Source: Earth-Unholy-Charter

With today's emphasis on "honoring the past and imagining the future,"[5] many see nothing wrong with redesigning the "memories" of the past to reflect their vision of the future. Many environmental visionaries have called for "new stories"[6] that replace the old truths and redirect our values. The message in this new ark serves the purpose well. It puts new meaning into old memories and usurps the honor inherent in the original. But that's part of the UN plan. There is little appreciation for God's law and His treasured covenant (the binding agreement He made with His people long ago)[7] in our pluralistic, postmodern age.

To fill the vacuum, even staunch Communists such as Mikhail Gorbachev call for spiritual revival. They envision a union of religions, all molded and conformed to a global, earth-centered spirituality. The gods, spirits and pantheistic forces of indigenous religions fit right in. Long a promoter of the Earth Charter and its socialist regulations, the former Soviet ruler knows well that strategic visual images inspire the masses and speed transformation. [See The State of the World according to Gorbachev]

So does Maurice Strong, the powerful founder and leader of the Earth Council. Though usually hidden behind the scenes, Strong is no minor player in this global contest for the minds of the masses. He led the UN Environmental Programme, directed the 1972 and 1992 UN Conferences on the Environment and Development,[8] founded Planetary Citizens, directed the World Future Society and founded and co-chaired the World Economic Forum. He is a member of the Club of Rome, trustee of the Rockefeller Foundation and Aspen Institute, a member of the UN Commission on Global Governance, and Senior Advisor to the World Bank as well as to UN Secretary General Kofi Annan [See Towards A Rapid Reaction Capability for the UN].

Maurice Strong has been working closely with Steven C. Rockefeller, professor emeritus of religion at Middlebury College.[9] Rockefeller has chaired the Earth Charter Drafting Committee since 1995 and has, apparently, linked a part of the Rockefeller fortune to the promotion of the Earth Charter's Initiative. If the Charter wins the consent of "the people," it would only be a matter of time before its rules would replace the rights granted by the U.S. Constitution. American sovereignty and our treasured liberty would fast fade. It's happening already. [See Trading U.S. Rights for UN Rules]

Few globalists have advanced the Earth Charter and its message more zealously than Robert Muller, former Assistant Secretary-General of the UN. He led the design team for UNESCO's Global Education Project and helped pave the way for "lifelong learning" -- a cradle-to-grave education system that has already been implemented in the United States through Clinton's Goals 2000 and the Bush administration's "Leave No Child Behind."

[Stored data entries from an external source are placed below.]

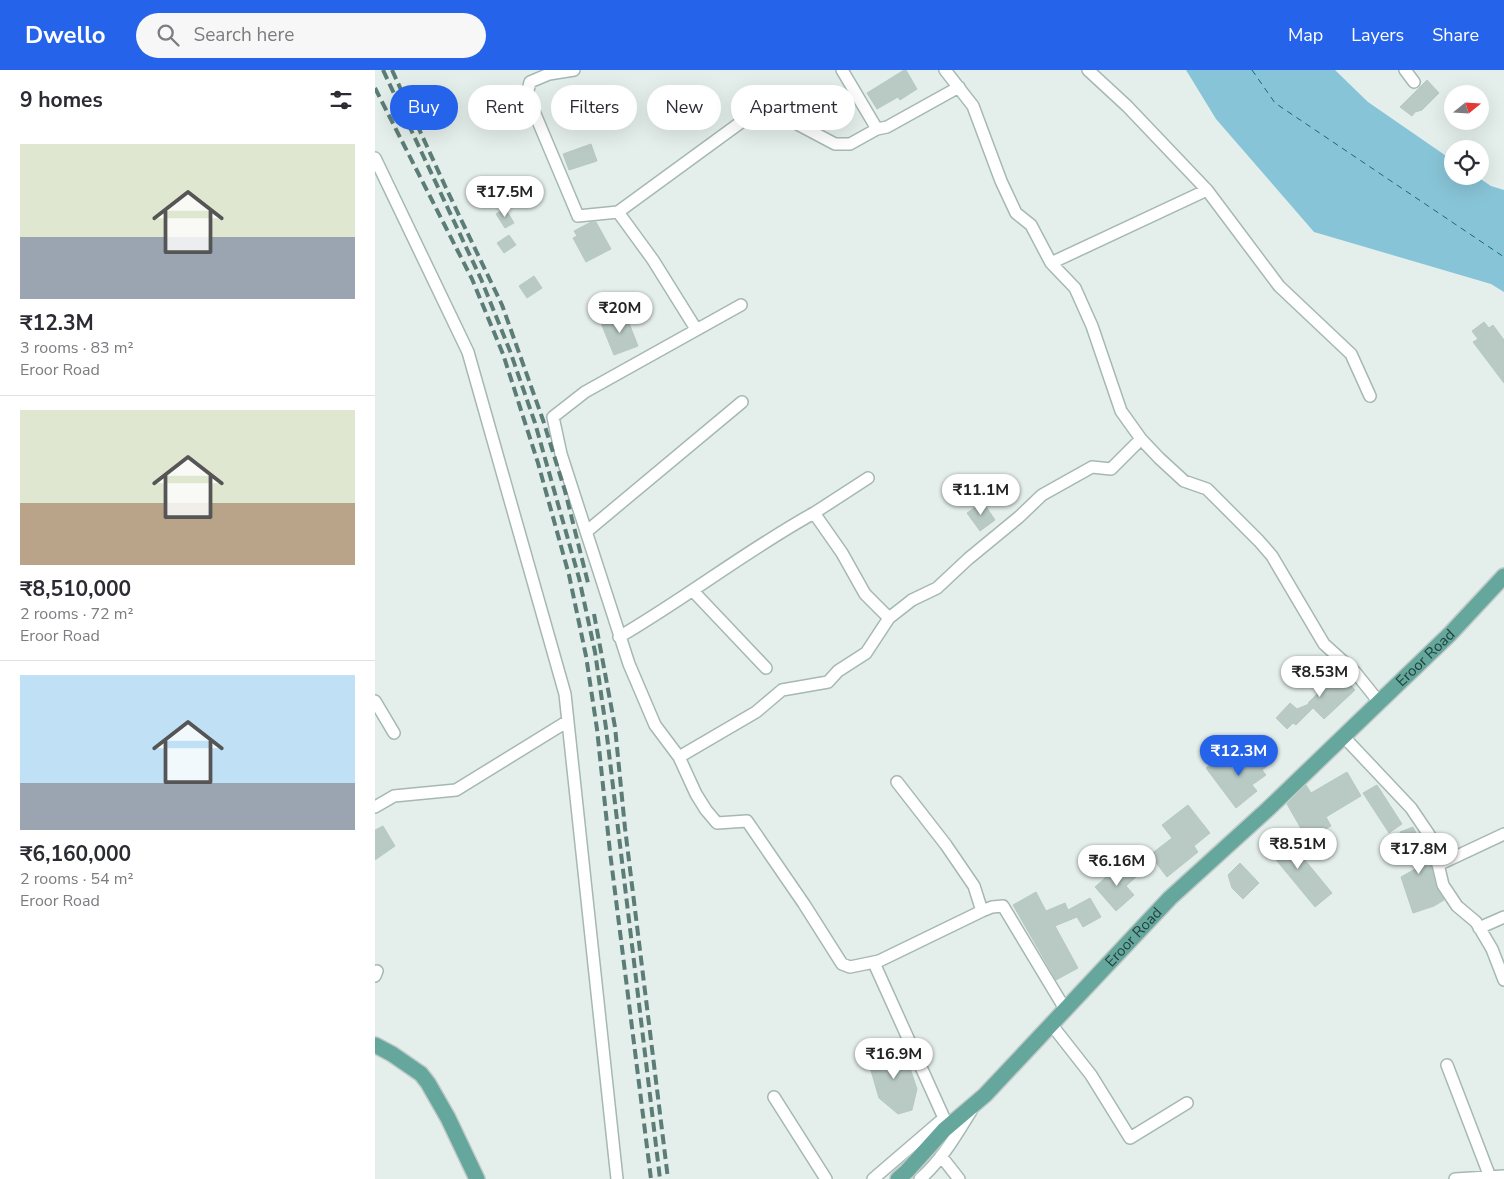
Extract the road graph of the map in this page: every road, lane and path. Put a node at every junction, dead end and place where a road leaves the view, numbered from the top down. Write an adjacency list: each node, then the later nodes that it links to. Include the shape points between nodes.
1 (574, 70): 11 (street, via 549,74 530,82 527,95 579,216)
2 (842, 70): 8 (street)
3 (945, 70): 7 (street)
4 (1088, 70): 10 (street)
5 (1405, 70): 6 (street)
6 (1414, 82)
7 (959, 87): 8 (street, via 887,127); 12 (street, via 973,106 1015,213 1031,225)
8 (877, 129): 11 (street, via 850,144 835,144 769,111 744,120)
9 (375, 158): 28 (street, via 468,352 565,694)
10 (1207, 190): 12 (street); 15 (street, via 1279,286 1351,354)
11 (618, 212): 14 (street)
12 (1051, 262): 17 (street, via 1075,288 1092,326 1121,411)
13 (741, 305): 14 (street)
14 (697, 329): 20 (street, via 585,392 553,416 561,454)
15 (1370, 396)
16 (742, 402): 20 (street)
17 (1141, 439): 23 (street, via 1111,469 1092,466 1042,495 937,588 912,600); 27 (street, via 1185,481 1207,489 1259,541 1324,644 1355,672)
18 (868, 478): 19 (street)
19 (814, 513): 22 (street); 23 (street, via 865,594)
20 (586, 532): 24 (street)
21 (1502, 584): 27 (main road, Eroor Road)
22 (693, 591): 24 (street); 25 (street)
23 (889, 618): 31 (street, via 866,653 838,671 828,682 783,690 755,712)
24 (619, 637): 31 (street, via 655,725)
25 (766, 668)
26 (375, 701): 29 (street)
27 (1379, 702): 30 (main road, Eroor Road)
28 (568, 720): 33 (street, via 456,790 394,796); 53 (street)
29 (394, 733)
30 (1343, 736): 35 (street, via 1411,808 1432,840); 41 (main road, Eroor Road, via 1170,898)
31 (679, 757): 39 (street, via 705,810 717,823 747,821 842,964 850,967)
32 (897, 782): 36 (street, via 946,845 973,886)
33 (375, 807)
34 (1504, 834): 35 (street)
35 (1438, 865): 38 (street, via 1443,885 1457,906)
36 (982, 911): 39 (street); 41 (street, via 1003,906)
37 (1504, 917): 38 (street)
38 (1479, 928): 40 (street, via 1492,949)
39 (874, 963): 55 (street, via 943,1118)
40 (1504, 980)
41 (1065, 1009): 42 (main road, Eroor Road)
42 (1051, 1024): 46 (main road, Eroor Road); 47 (street, via 1091,1075 1129,1138)
43 (375, 1046): 52 (main road, via 421,1074 428,1083)
44 (1447, 1065): 51 (street)
45 (774, 1097): 54 (street)
46 (977, 1102): 48 (street); 50 (main road, Eroor Road, via 945,1130)
47 (1187, 1103)
48 (941, 1156): 50 (street); 56 (street)
49 (1504, 1176): 51 (street)
50 (909, 1177)
51 (1490, 1177): 57 (street)
52 (477, 1179)
53 (617, 1179)
54 (826, 1179)
55 (873, 1179)
56 (959, 1179)
57 (1455, 1179)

Muller's World Core Curriculum, used as a pattern for learning in nations around the world, matches the spiritual message of the Ark of Hope. Inspired by occultist Alice Bailey's spirit guide, it calls for schooling in planetary citizenship long before a child learns his or her national or local identity.[10]

I first heard Muller promote the Earth Charter on June, 21, 1995 at a UN celebration at the University of California at Berkeley. In his keynote message he described three stages in the history of the United Nations:

1. "The first period took up human rights. ... The UN Charter was for humans, and no one thought of the earth."

2. "By 1980, suddenly climatologists warned us that climate might go berserk. The atmosphere was getting warmer and warmer because of CO2."

3. "This is the third period. Now Earth is number 1. Humanity is number 2. ... Now, we must deal with rights of the planet.... There will be an Earth Charter - I got a letter a few weeks ago from the International Council on Human Duties. It asked how we could have human rights but not human duties and responsibilities. I suggested we put this need as an item on the floor of the UN Assembly. We need a universal declaration of ethics and a universal declarations of duties and responsibilities."

"We need a world court with an ethic to condemn this kind of action," Muller continued, referring to American lifestyles. "We need ethics for..." -- here he listed what he considered the most glaring planetary evils: large families, over-consumption,  garbage, business, religious differences....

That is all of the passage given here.